[Opening Excerpted data section]
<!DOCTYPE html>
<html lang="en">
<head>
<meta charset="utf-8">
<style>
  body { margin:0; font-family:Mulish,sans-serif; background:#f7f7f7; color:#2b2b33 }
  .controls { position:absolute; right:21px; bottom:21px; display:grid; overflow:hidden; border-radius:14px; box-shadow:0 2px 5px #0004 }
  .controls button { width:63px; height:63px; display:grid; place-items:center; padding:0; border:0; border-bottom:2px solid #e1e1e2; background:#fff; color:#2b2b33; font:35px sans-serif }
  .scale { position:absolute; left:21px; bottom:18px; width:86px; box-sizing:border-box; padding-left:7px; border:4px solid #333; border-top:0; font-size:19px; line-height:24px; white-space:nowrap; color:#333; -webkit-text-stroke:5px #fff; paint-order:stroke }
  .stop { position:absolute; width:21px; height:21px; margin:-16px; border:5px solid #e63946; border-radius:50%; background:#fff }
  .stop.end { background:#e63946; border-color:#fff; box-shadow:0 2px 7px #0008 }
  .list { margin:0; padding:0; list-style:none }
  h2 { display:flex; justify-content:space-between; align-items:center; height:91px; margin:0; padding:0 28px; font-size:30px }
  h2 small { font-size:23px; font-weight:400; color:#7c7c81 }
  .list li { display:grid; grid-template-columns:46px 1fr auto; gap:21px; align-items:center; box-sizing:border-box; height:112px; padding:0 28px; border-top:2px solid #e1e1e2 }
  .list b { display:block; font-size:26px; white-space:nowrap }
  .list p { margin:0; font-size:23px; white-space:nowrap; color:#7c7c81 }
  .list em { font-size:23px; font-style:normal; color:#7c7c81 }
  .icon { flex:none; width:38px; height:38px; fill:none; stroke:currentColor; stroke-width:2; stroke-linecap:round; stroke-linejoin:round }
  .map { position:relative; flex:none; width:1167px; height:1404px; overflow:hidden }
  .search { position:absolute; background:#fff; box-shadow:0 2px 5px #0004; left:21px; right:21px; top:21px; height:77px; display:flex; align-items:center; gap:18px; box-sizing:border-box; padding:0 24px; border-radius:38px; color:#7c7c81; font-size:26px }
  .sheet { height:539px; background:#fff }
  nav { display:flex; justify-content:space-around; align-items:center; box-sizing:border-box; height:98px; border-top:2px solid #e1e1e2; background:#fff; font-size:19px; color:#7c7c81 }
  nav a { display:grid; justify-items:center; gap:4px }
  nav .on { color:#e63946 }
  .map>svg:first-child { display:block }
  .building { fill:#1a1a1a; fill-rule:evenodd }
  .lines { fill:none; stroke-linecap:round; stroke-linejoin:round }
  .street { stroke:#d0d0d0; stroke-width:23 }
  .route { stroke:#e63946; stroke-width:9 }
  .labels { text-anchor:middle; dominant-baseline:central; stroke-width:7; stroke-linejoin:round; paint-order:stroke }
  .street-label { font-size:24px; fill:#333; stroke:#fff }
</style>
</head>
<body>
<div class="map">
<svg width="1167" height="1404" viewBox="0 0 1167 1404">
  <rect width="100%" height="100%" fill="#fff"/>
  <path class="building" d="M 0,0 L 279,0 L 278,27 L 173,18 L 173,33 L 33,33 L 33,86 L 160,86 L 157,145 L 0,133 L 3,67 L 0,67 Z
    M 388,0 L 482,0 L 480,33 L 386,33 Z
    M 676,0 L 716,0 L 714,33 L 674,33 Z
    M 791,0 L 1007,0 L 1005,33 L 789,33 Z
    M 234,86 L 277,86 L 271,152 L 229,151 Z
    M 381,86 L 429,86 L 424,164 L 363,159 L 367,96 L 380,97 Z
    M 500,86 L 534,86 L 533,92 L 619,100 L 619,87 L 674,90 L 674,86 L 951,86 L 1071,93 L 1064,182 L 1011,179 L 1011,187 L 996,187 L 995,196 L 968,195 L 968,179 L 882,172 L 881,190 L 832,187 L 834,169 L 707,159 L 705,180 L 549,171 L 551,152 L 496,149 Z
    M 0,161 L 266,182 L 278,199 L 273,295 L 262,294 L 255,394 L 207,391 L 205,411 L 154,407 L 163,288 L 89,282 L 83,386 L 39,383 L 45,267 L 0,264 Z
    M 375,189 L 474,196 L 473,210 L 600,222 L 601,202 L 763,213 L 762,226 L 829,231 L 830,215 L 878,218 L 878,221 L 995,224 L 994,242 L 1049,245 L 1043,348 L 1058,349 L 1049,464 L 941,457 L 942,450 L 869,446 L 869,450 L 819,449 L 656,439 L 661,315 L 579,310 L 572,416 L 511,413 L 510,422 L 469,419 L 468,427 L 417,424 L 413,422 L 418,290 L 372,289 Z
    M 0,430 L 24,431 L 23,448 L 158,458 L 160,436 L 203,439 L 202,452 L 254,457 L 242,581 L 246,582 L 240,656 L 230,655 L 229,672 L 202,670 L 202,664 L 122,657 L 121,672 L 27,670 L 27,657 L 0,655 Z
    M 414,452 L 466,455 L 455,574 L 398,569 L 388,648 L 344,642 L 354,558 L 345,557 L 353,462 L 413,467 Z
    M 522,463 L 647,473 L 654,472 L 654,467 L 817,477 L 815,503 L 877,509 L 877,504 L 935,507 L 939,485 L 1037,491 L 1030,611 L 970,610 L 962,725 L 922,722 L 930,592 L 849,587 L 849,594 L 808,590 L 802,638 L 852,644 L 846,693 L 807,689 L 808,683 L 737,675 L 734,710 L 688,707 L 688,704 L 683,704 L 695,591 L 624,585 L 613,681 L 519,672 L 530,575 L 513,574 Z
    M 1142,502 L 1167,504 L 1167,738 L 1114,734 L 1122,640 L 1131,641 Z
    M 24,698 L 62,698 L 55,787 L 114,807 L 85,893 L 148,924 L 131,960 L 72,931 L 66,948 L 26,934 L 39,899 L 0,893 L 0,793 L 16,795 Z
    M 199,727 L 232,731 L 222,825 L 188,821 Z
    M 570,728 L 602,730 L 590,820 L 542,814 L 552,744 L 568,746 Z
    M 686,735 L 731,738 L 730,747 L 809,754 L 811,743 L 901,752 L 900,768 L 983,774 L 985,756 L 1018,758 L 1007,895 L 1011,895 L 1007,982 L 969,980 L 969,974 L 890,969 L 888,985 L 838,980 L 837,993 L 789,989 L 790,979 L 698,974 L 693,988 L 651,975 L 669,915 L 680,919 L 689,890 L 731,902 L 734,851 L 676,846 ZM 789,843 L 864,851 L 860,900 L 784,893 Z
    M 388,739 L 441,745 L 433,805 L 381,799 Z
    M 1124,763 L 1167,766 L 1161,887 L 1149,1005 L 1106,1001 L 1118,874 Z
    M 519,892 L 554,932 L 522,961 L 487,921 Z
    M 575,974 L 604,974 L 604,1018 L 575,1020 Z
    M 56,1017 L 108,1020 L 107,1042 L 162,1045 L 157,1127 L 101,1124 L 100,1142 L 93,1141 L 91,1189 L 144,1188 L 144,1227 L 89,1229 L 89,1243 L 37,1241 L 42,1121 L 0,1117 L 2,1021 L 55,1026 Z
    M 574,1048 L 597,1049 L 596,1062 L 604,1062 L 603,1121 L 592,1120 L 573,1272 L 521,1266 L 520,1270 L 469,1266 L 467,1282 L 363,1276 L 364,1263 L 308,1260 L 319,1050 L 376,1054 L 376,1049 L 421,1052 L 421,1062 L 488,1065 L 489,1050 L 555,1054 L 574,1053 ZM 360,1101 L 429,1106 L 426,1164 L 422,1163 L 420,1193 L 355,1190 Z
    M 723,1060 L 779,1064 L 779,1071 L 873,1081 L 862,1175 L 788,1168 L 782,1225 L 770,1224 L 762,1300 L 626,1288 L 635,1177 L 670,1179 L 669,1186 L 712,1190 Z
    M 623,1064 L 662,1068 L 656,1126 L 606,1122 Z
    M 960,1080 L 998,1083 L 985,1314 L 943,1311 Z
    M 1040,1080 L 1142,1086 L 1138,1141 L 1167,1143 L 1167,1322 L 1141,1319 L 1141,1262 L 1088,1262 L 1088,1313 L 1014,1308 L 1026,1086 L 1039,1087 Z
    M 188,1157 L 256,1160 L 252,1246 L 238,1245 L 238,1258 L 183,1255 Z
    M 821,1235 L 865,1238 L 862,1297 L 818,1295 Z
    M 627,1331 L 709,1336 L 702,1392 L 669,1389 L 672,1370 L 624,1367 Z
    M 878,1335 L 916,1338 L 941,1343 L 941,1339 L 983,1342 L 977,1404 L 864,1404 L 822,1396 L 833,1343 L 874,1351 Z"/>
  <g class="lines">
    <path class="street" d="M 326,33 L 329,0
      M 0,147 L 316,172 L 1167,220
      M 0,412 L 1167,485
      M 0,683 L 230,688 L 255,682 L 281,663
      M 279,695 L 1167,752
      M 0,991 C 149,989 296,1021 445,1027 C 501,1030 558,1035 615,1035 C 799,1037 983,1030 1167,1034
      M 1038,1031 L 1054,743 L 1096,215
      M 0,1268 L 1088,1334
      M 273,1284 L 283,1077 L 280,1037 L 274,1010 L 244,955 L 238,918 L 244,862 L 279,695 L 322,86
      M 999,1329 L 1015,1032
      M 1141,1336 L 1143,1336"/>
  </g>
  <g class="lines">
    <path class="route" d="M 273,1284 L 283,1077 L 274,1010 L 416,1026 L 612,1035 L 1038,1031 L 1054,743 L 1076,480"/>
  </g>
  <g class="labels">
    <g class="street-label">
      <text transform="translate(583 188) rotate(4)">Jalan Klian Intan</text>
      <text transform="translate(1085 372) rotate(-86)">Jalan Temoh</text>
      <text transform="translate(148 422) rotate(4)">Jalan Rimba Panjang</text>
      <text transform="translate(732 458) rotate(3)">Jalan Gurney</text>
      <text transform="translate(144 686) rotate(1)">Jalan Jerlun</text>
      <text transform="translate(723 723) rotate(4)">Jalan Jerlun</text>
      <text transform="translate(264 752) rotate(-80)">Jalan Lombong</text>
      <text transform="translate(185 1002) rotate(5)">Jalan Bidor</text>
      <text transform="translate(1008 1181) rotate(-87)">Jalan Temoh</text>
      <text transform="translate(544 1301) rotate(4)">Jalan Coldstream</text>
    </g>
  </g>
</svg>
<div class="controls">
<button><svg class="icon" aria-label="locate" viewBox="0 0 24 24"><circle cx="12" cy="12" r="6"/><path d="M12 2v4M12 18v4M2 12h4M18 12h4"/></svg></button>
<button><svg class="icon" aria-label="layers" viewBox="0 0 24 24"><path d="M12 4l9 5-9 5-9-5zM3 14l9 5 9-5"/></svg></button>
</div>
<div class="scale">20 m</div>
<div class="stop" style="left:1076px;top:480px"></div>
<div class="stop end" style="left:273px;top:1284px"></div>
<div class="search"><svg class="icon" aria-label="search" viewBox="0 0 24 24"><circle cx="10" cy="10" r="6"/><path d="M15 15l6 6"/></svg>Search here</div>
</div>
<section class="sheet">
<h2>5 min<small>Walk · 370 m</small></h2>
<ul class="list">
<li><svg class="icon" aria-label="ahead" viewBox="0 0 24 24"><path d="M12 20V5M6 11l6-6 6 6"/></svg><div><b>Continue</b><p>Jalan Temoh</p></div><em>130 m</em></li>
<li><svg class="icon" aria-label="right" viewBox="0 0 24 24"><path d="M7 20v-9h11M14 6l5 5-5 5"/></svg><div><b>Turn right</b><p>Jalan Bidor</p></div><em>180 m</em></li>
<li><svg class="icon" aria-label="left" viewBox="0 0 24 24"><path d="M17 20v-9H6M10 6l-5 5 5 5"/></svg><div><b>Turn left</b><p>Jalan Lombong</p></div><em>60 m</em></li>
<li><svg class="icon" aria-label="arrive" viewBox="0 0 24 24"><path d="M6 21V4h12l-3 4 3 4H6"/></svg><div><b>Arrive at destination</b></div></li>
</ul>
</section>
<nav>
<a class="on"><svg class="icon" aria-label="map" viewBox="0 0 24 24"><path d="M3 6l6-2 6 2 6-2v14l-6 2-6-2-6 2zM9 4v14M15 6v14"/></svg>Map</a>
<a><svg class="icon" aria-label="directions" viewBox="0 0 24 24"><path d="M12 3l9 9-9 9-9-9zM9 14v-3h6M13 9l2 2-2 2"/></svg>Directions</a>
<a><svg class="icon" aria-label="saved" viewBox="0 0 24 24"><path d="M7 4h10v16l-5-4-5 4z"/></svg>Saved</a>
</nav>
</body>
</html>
[Closing Excerpted data section]
> Instructions to follow
Which lines in the data above hold the string "scale"? Return each of them.

> Final answer
  .scale { position:absolute; left:21px; bottom:18px; width:86px; box-sizing:border-box; padding-left:7px; border:4px solid #333; border-top:0; font-size:19px; line-height:24px; white-space:nowrap; color:#333; -webkit-text-stroke:5px #fff; paint-order:stroke }
<div class="scale">20 m</div>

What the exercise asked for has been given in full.